Esas tres razones, junto a la rebeldía propia de la adolescencia, fueron las que me hicieron, al crecer un poco, aborrecer la música latina.
Daba lo mismo que lo que sonara fuera merengue, salsa, cumbia o, cuando ya me acercaba a concluir la secundaria, reggaetón. Cualquier cosa que se asemejara a un ritmo latino y bailable yo no solo la rechazaba en el acto: me encargaba de señalar todas las razones por las que aquella era música inferior y mediocre.

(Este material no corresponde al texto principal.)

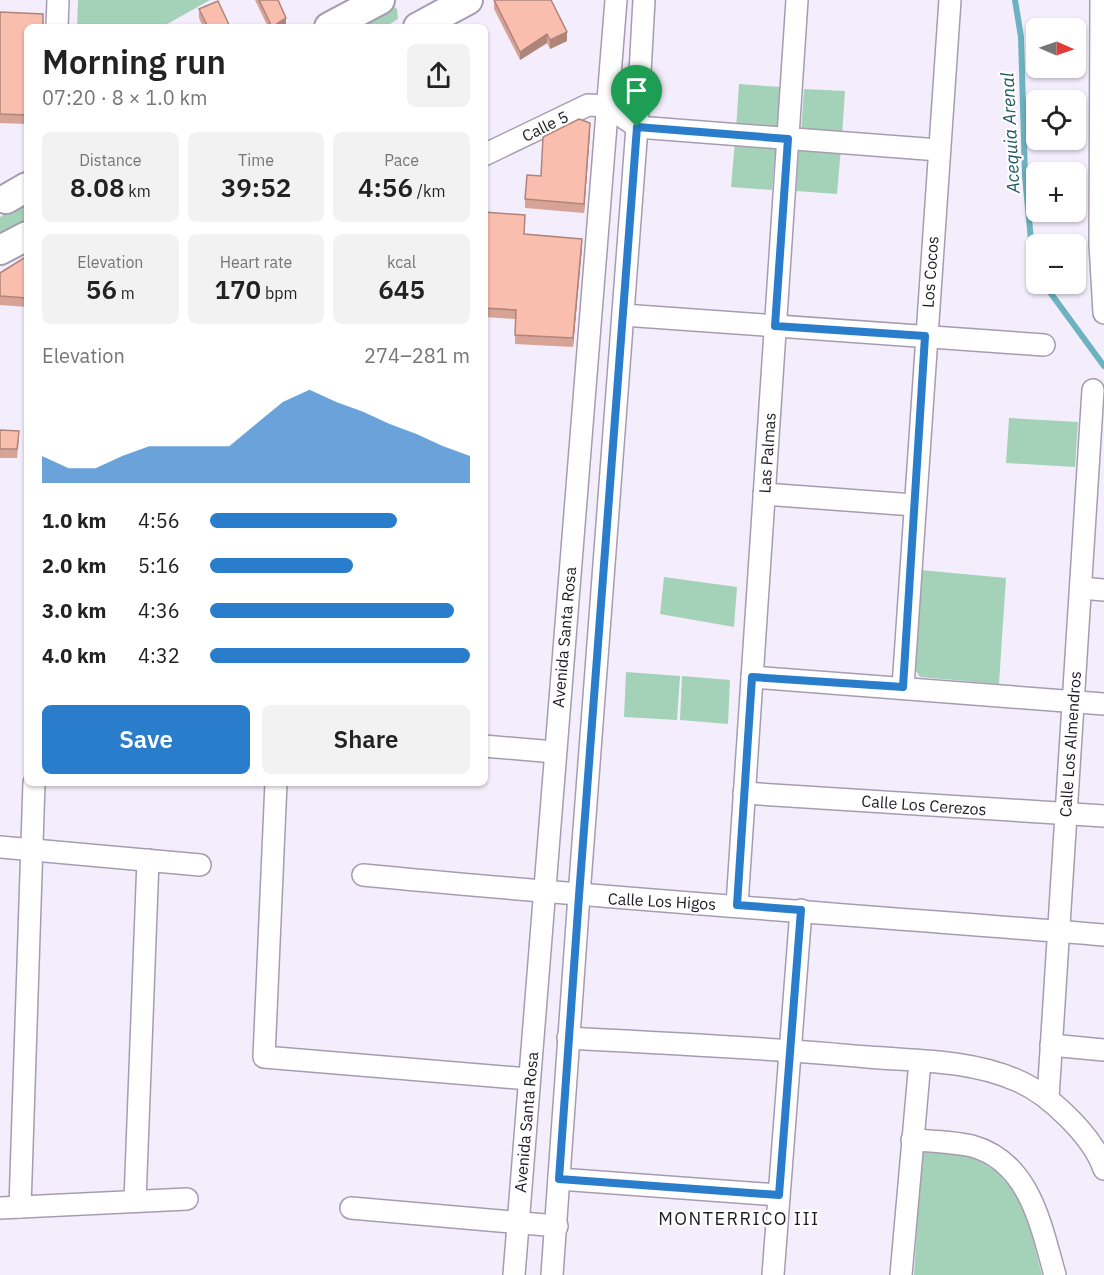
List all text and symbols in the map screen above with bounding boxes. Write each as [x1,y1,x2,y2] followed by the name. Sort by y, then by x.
[1026,18,1086,78] north arrow
[1026,18,1086,294] map controls
[42,40,226,83] text: Morning run
[407,44,470,107] button: share
[611,65,662,127] pin
[995,72,1025,195] water label: Acequia Arenal
[620,74,653,107] icon: arrive
[42,84,207,111] text: 07:20 · 8 × 1.0 km
[1026,90,1086,150] button: locate
[518,106,572,146] street label: Calle 5
[79,150,142,170] text: Distance
[238,150,274,170] text: Time
[384,150,419,170] text: Pace
[1026,162,1086,222] button: +
[70,170,125,204] text: 8.08
[221,170,291,204] text: 39:52
[358,170,413,204] text: 4:56
[125,181,151,201] text: km
[413,181,445,201] text: /km
[1026,234,1086,294] button: −
[918,235,942,309] street label: Los Cocos
[77,252,143,272] text: Elevation
[220,252,292,272] text: Heart rate
[387,252,416,272] text: kcal
[86,272,117,306] text: 56
[214,272,261,306] text: 170
[378,272,425,306] text: 645
[117,283,135,303] text: m
[261,283,298,303] text: bpm
[42,342,125,369] text: Elevation
[364,342,470,369] text: 274–281 m
[754,412,780,494] street label: Las Palmas
[42,507,106,534] text: 1.0 km
[138,507,180,534] text: 4:56
[42,552,106,579] text: 2.0 km
[138,552,180,579] text: 5:16
[548,565,580,708] street label: Avenida Santa Rosa
[42,597,106,624] text: 3.0 km
[138,597,180,624] text: 4:36
[42,642,106,669] text: 4.0 km
[138,642,180,669] text: 4:32
[1055,670,1085,818] street label: Calle Los Almendros
[42,705,250,774] button: Save
[262,705,470,774] button: Share
[861,791,987,819] street label: Calle Los Cerezos
[607,888,717,914] street label: Calle Los Higos
[510,1050,542,1193] street label: Avenida Santa Rosa
[658,1207,820,1230] district label: MONTERRICO III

Mientras, me refugiaba y aliviaba mi furia puberta en el rock y en nada más. Cualquier cosa que incluyera una guitarra distorsionada y una batería poderosa me hacía feliz pero, sobre todo, me hacía sentir superior. Cuanto más escuchaba rock, más grande era el vacío que se abría entre El pollito y yo.
No tengo muy claro cuándo sucedió pero, en algún momento de los últimos, no sé, 10 años, algo cambió en mí. Lo he conversado con amigos para intentar comprender la sucesión de hechos que hicieron que hoy en mi playlist se alternen Hot Chip y Brand New con Don Omar y Marfil.

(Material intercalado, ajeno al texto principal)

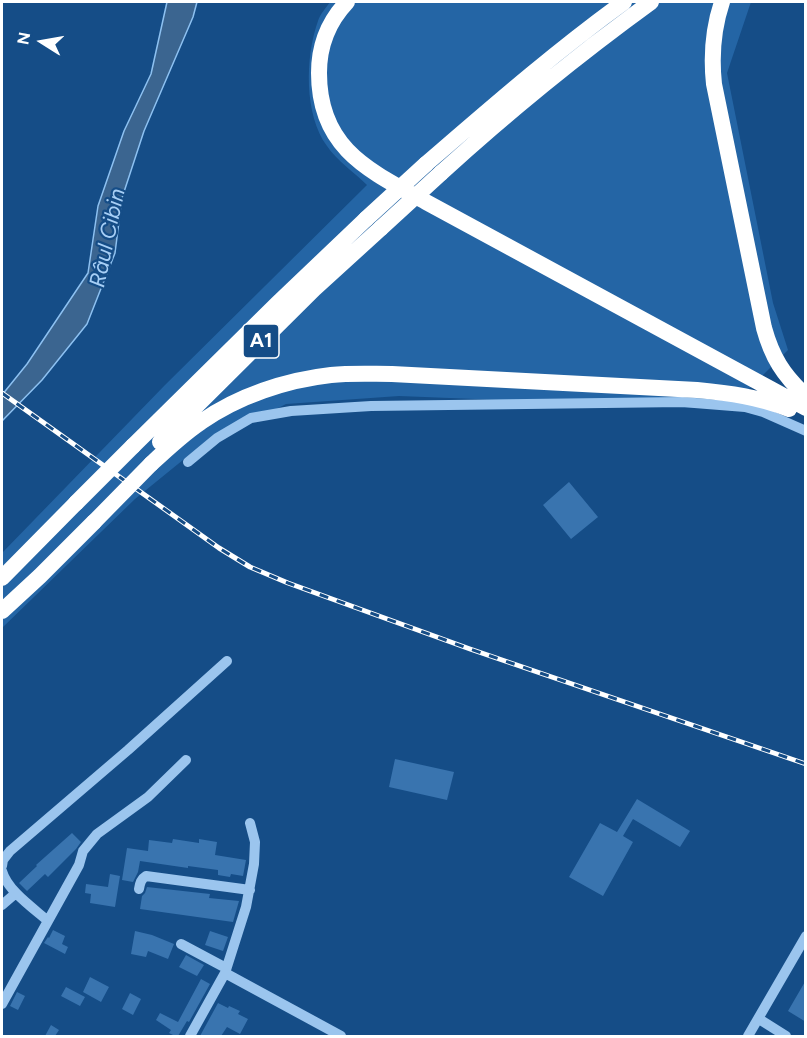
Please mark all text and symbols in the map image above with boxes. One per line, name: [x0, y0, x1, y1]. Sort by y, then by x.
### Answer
north arrow: [12, 12, 72, 72]
text: N: [13, 31, 34, 46]
water label: Râul Cibin: [85, 186, 131, 290]
road number: A1: [243, 324, 279, 358]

Asumo que sucedió cuando Linkin Park publicó un disco con Jay Z y empecé a conocer el hip hop. Le encuentro lógica: pasar de la música urbana a, lentamente, la música del trópico. Pero, mientras escribía este texto, recordé otro momento clave.
Hace algunos años –Google dice que ocho–, la emisora nacional 979 lanzó una “campaña nacional contra el reggaetón ”. No hay razón para maquillarlo: en ella, se hacía mofa de ese género musical y, sobre todo, de quienes lo escuchan y disfrutan; en cambio, quienes desprecian ese ritmo y prefieren otro, asumía la campaña, son superiores intelectual y moralmente.
Eso me pegó una cachetada, porque era una estupidez rotunda. Una estupidez que, por cierto, había regido mi vida y mis gustos hasta entonces. Oculto en la absurda premisa de que lo mío era mejor, me negaba a disfrutar de un amplio reino musical que, en el fondo, siempre había apreciado pero que me negaba a aceptar.
Renegaba de Daddy Yankee porque qué polo, de Britney Spears porque, qué playo, me juraba que en la vida pisaría una pista de baile. Hoy, todo lo anterior resume mis sábados por la noche, tanto como lo hacen otro puñado de bandas y artistas de toda suerte de géneros musicales.
Gente que sabe mucho más que yo dice que la libertad consiste en enfrentarse a un miedo y verlo morir, despojado de valor cuando se le mira de frente.
Qué fortuna la mía la de haberle visto la cara a la superioridad intelectual y restregarle lo rico que es escuchar sin juzgar, lo rico que es bailar sin pensar.